• **YOUR INSTRUCTIONS**
Pull every "Mitchell" line out of the data below.

[Data extracted from a collection]
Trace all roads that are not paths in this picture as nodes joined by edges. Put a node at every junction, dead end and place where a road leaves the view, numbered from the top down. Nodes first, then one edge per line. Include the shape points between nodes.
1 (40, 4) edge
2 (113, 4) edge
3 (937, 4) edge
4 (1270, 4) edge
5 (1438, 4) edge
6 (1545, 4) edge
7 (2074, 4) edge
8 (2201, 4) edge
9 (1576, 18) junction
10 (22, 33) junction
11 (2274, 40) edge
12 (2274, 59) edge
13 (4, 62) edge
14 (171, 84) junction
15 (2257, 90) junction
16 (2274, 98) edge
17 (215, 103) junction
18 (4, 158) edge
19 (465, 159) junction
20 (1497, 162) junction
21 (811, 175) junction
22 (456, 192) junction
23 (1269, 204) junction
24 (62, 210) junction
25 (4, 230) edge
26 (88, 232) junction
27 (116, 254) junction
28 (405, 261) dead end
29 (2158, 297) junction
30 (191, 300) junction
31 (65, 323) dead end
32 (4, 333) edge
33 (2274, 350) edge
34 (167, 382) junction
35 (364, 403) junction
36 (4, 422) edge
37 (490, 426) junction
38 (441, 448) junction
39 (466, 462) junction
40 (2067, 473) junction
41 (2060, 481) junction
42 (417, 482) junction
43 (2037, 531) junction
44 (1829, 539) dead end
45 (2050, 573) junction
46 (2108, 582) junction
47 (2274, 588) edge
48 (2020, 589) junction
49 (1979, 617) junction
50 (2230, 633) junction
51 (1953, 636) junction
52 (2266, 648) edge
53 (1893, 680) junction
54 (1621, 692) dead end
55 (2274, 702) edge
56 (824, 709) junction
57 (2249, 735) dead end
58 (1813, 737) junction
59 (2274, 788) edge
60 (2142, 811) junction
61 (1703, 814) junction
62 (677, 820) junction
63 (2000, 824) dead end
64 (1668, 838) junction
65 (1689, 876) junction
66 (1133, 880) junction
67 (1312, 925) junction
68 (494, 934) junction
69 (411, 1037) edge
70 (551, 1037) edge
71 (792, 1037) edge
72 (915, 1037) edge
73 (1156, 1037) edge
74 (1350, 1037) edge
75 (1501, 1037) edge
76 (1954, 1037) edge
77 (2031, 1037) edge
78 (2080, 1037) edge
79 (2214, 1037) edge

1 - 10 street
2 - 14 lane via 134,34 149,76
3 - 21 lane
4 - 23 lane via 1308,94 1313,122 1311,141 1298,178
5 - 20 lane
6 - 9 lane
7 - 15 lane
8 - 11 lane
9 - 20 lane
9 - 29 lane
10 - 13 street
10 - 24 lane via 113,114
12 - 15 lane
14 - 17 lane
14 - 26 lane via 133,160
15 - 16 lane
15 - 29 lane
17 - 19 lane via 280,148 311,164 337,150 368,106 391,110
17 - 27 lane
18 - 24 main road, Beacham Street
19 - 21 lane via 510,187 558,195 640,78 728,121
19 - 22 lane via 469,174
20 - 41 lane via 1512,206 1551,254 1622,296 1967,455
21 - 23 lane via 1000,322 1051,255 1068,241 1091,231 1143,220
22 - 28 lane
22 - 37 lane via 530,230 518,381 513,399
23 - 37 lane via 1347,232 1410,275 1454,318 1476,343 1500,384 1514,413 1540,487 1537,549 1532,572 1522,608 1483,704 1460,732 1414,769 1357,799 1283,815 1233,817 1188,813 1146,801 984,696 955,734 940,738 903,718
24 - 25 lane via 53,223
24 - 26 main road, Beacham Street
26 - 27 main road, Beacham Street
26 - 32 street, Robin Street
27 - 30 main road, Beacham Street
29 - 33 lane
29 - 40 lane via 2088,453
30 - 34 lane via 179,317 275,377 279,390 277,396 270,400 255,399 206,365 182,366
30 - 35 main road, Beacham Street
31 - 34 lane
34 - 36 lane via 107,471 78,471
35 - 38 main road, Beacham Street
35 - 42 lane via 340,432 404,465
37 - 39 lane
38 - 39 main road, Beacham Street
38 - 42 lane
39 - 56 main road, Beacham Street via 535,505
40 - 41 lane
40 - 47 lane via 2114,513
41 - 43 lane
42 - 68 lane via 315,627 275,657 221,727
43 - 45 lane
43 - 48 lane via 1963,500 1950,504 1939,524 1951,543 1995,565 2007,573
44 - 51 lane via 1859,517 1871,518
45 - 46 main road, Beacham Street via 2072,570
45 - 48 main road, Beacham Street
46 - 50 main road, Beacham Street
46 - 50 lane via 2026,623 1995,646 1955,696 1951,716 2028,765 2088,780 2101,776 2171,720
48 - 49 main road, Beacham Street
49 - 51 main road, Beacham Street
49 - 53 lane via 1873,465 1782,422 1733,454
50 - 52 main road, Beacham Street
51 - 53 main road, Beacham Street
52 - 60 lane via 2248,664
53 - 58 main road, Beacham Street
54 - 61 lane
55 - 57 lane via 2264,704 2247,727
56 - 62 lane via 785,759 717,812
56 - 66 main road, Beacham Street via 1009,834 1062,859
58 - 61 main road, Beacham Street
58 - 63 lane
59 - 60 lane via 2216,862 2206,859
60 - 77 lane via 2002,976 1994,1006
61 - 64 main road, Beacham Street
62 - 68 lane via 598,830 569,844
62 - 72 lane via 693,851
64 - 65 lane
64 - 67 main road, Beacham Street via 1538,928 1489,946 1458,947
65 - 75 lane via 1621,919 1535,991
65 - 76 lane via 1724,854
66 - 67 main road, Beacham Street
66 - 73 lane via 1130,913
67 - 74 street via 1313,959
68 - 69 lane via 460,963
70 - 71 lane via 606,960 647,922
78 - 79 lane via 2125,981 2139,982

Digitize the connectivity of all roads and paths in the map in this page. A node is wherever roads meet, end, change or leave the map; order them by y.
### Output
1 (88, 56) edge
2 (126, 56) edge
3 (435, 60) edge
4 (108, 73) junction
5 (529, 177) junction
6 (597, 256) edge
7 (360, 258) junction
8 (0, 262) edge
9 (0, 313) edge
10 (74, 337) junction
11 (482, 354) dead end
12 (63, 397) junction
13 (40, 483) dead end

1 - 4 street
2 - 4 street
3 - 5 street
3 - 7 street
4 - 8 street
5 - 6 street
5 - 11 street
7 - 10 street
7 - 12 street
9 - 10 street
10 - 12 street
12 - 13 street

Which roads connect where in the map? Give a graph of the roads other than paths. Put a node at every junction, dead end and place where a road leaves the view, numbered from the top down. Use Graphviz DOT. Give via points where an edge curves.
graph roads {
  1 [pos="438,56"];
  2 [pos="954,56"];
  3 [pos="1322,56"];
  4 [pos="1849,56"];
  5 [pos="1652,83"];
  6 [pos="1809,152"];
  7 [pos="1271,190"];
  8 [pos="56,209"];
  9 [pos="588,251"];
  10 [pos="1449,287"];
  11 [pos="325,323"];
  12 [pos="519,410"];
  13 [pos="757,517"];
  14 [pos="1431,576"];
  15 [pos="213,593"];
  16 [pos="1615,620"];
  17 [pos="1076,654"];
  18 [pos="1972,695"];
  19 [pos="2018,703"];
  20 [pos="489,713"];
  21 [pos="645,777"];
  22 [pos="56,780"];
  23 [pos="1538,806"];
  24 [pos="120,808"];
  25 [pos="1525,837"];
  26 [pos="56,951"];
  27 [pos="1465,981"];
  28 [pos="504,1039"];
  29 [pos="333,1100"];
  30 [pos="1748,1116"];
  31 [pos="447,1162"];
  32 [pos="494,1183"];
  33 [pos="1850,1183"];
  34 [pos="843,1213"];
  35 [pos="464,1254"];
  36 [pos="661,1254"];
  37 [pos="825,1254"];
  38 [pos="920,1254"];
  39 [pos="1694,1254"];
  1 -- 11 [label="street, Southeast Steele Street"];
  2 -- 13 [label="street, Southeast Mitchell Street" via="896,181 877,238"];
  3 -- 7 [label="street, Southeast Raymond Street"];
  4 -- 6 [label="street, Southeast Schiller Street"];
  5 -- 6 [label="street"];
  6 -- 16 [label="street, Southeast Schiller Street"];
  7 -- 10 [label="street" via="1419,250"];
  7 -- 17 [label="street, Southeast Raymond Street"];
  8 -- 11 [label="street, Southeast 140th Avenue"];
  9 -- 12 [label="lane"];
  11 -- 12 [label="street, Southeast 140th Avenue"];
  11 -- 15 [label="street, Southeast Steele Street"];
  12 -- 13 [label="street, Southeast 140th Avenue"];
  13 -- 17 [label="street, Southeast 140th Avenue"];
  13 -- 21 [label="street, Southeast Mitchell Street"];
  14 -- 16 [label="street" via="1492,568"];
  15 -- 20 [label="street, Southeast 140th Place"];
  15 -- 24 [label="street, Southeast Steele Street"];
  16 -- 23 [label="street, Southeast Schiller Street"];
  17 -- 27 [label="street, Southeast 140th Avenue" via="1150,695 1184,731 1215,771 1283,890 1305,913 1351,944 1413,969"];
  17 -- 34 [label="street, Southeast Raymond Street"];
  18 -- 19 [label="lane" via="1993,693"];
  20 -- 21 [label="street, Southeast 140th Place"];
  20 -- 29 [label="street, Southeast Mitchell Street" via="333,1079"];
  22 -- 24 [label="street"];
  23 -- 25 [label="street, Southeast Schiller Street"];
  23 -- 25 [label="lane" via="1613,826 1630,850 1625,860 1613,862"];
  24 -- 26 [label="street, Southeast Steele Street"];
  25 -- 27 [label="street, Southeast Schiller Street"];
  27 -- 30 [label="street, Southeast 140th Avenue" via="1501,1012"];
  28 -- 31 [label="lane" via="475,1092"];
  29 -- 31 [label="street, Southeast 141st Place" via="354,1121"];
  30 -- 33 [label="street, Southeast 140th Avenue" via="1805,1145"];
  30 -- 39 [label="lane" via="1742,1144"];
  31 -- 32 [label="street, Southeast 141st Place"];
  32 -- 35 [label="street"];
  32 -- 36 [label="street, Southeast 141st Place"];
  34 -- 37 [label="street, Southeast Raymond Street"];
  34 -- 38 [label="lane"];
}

• **OUTPUT FOR THIS TASK**
  2 -- 13 [label="street, Southeast Mitchell Street" via="896,181 877,238"];
  13 -- 21 [label="street, Southeast Mitchell Street"];
  20 -- 29 [label="street, Southeast Mitchell Street" via="333,1079"];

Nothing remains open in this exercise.